Book that will scare the hell outta me?
October 19, 2006 5:58 PM   Subscribe

I want to read a book that is gona scare the living daylights out of me. Preferably a thriller, not monsters and vampires, and it should be smart and believable. Show me the book that will make it hard for me to sleep after reading.
posted by pwally to Media & Arts (85 answers total) 89 users marked this as a favorite
 
American Psycho. Live the dream.
posted by MetaMonkey at 5:59 PM on October 19, 2006 [2 favorites]
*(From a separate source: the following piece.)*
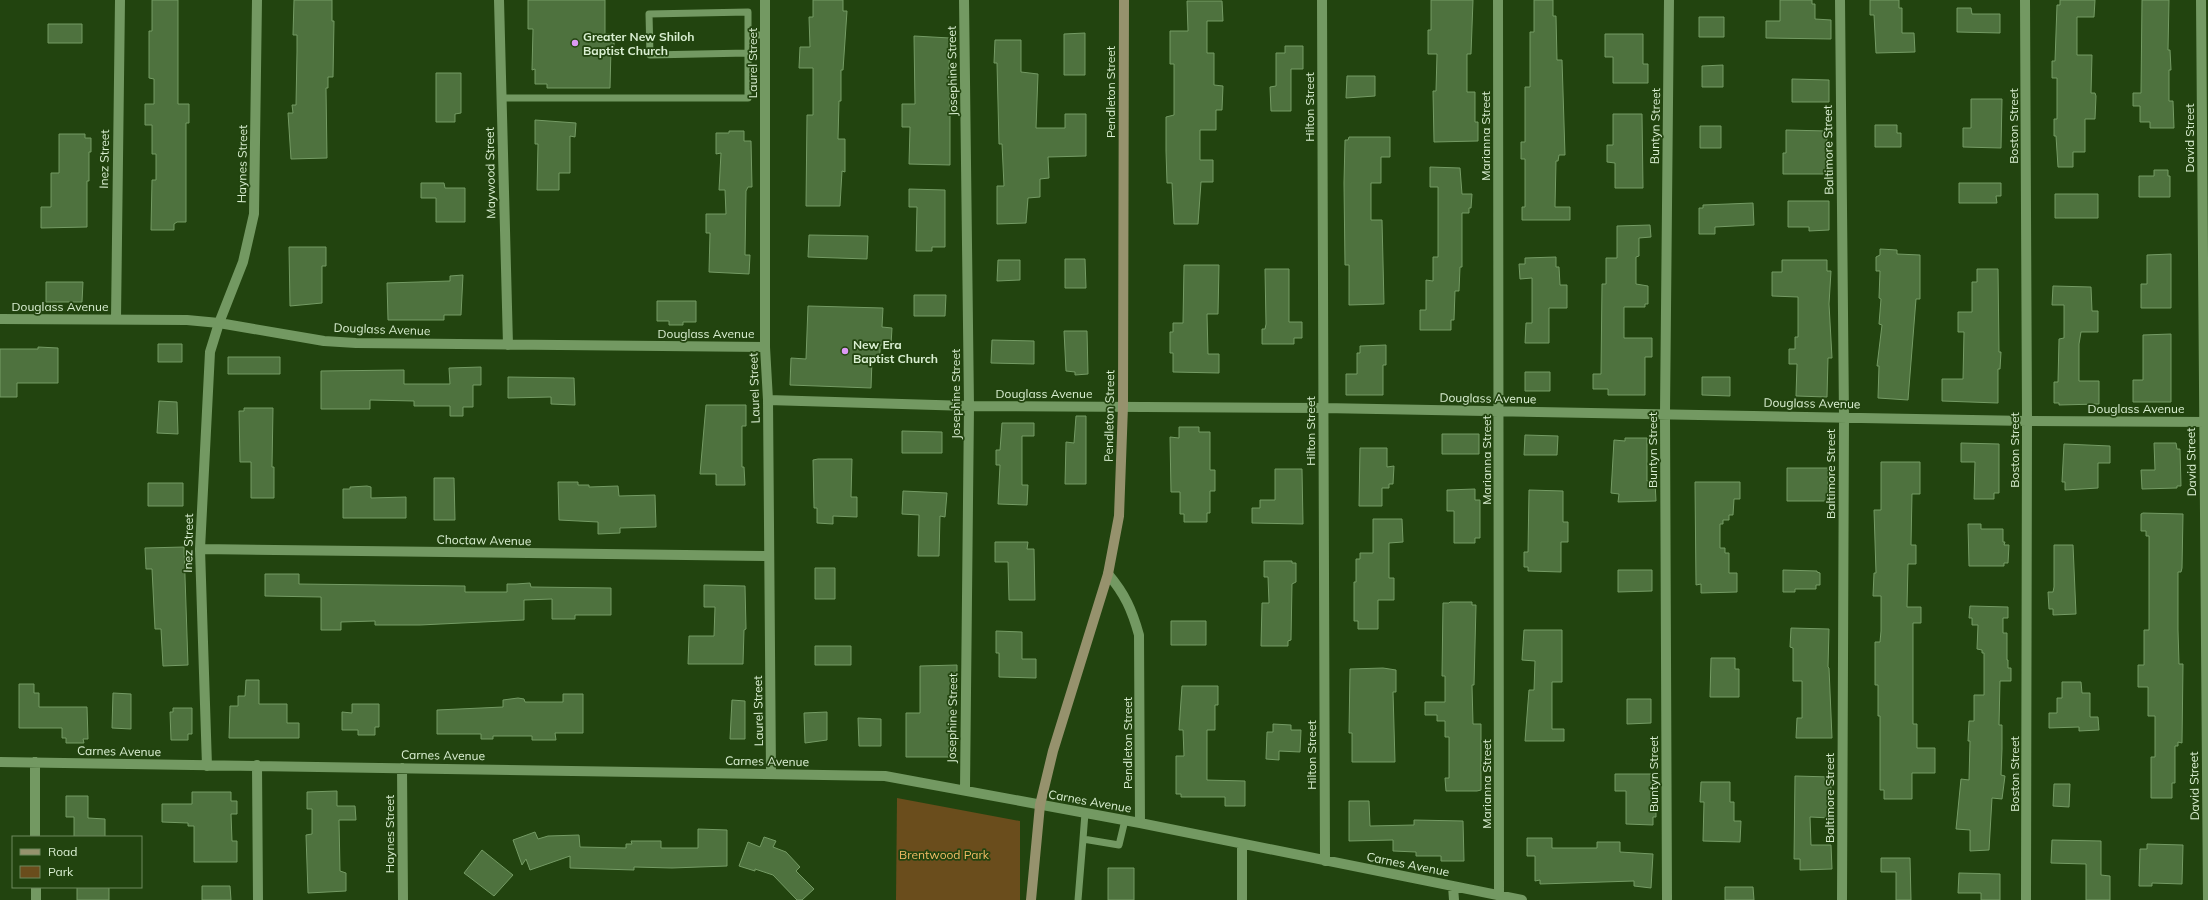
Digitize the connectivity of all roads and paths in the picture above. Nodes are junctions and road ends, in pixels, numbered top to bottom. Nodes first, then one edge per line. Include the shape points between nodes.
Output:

"One Hundred Years of Solitude" did it for me when I was a kid.
posted by nasreddin at 5:59 PM on October 19, 2006


State of Denial: Bush at War by Bob Woodward

Though my kind of scared may be different than yours.
posted by rileyray3000 at 6:02 PM on October 19, 2006


Does 1984 count?
posted by cosmicbandito at 6:04 PM on October 19, 2006


Anything by Douglas Preston and Lincoln Childs. A good starting point is the book Relic. Scared the bejeezus out of me.
posted by drewcopeland at 6:07 PM on October 19, 2006


Helter Skelter
posted by bukvich at 6:09 PM on October 19, 2006


"House of Leaves" by Mark Z. Danielewski. It scared the crap out of me. Plus it's smart.
posted by croutonsupafreak at 6:10 PM on October 19, 2006


I second Relic. Stephen King's "The Dark Half" scared the woolies out of me when i was younger. Cormac McCarthy's "The Road" is scary, IMO, but possibly not exactly what you are looking for.
posted by casconed at 6:11 PM on October 19, 2006


Second on House of Leaves.
posted by wuzandfuzz at 6:15 PM on October 19, 2006


Third on House of Leaves. Especially if you live in a large-ish house, double especially if you live there by yourself.
posted by dogwalker at 6:20 PM on October 19, 2006


"The Turn of the Screw" by Henry James. Ooga Booga. Although it's not really a scary story, James' "The Aspern Papers" freaked me out for a very long time.
posted by Ohdemah at 6:21 PM on October 19, 2006


The Shining did a number on me when I read it years ago.
posted by scallion at 6:22 PM on October 19, 2006


Stephen King's "The Stand," because it feels like it could happen.

If you want something new, go for Scott Smith's "The Ruins."
posted by GaelFC at 6:24 PM on October 19, 2006


The Shining did a number on me when I read it years ago.

Seconded. I had no idea how different it was from the Kubrick movie. I read it recently and it freaked me out a little. Very intense and unsettling.
posted by loquax at 6:27 PM on October 19, 2006


Alan Moore's From Hell kept me awake at nights... especially at the end of chapter two. I was so scared I couldn't turn the page, and yet I had to.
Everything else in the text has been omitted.